The proposed deal includes a payment of $325 million – $295 million to repay borrowers and $30 million to cover the cost of the states’ investigation, according to a copy of the proposal obtained by the Times.

It would be the second-largest settlement of its kind, after Household International’s $484 million agreement in 2002 with attorneys general for all 50 states, the Times said today.

State officials who negotiated for months with the Orange, Calif.-based lender had hoped that both sides would approve the deal by the end of this week, media reports said. But the current version, the fifth revision of the deal, was written by the states, and Ameriquest isn’t satisfied yet, Iowa Atty. Gen. Tom Miller, the leader of the multistate task force, told the Times.

“Some terms still could change,” Miller told the Times Tuesday, predicting the final agreement won’t be signed until January.

According to the Times, Ameriquest spokesman Chris Orlando said that although the settlement wasn’t complete, the company believed that further discussions would yield a “well thought-out, comprehensive agreement that is good for consumers and fair to the company.”

The draft proposal provides, for the first time, details of provisions that had been described only in general terms by representatives of the company and the states, accounts said.

If accepted, the proposal would reshape Ameriquest’s compensation practices, barring the company from rewarding employees for jacking up loan fees and interest rates and adding penalties for paying off a loan early, the Times reported.

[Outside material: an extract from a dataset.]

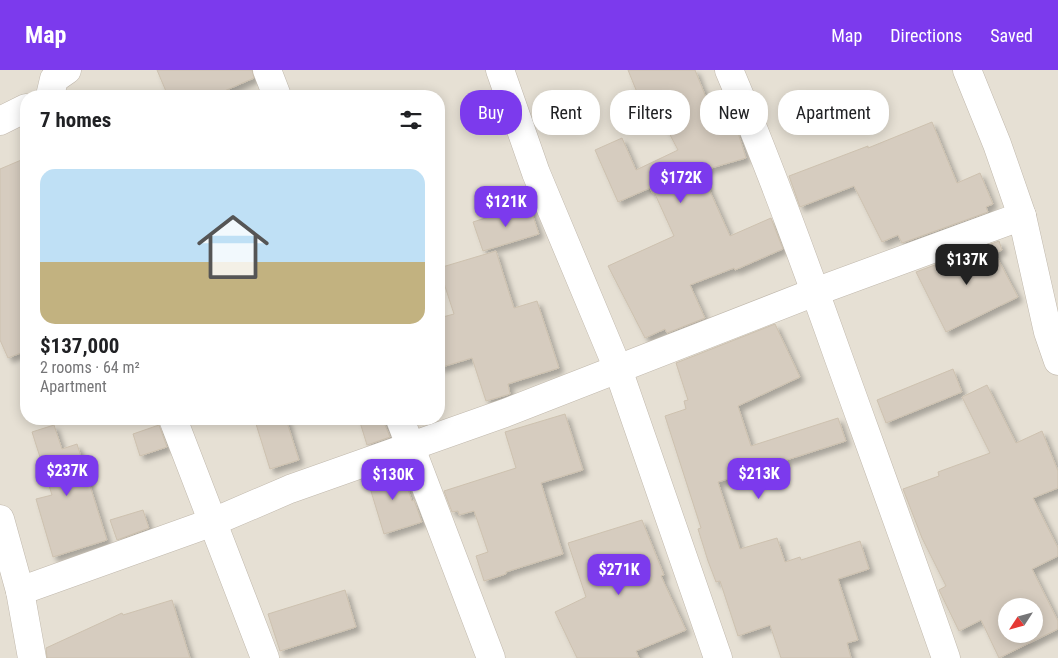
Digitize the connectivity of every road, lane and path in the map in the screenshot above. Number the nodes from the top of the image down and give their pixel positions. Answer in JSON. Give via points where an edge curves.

It would also place restrictions on what loan agents can tell borrowers, requiring them for example not to say their loans are “better,” “lower than” or “competitive with” other lenders unless that is true; and attempt to keep Ameriquest loan agents from pressuring appraisers to inflate home values by barring them from discussing valuations with the people performing them and by requiring regular reviews of appraisers’ work, media accounts said.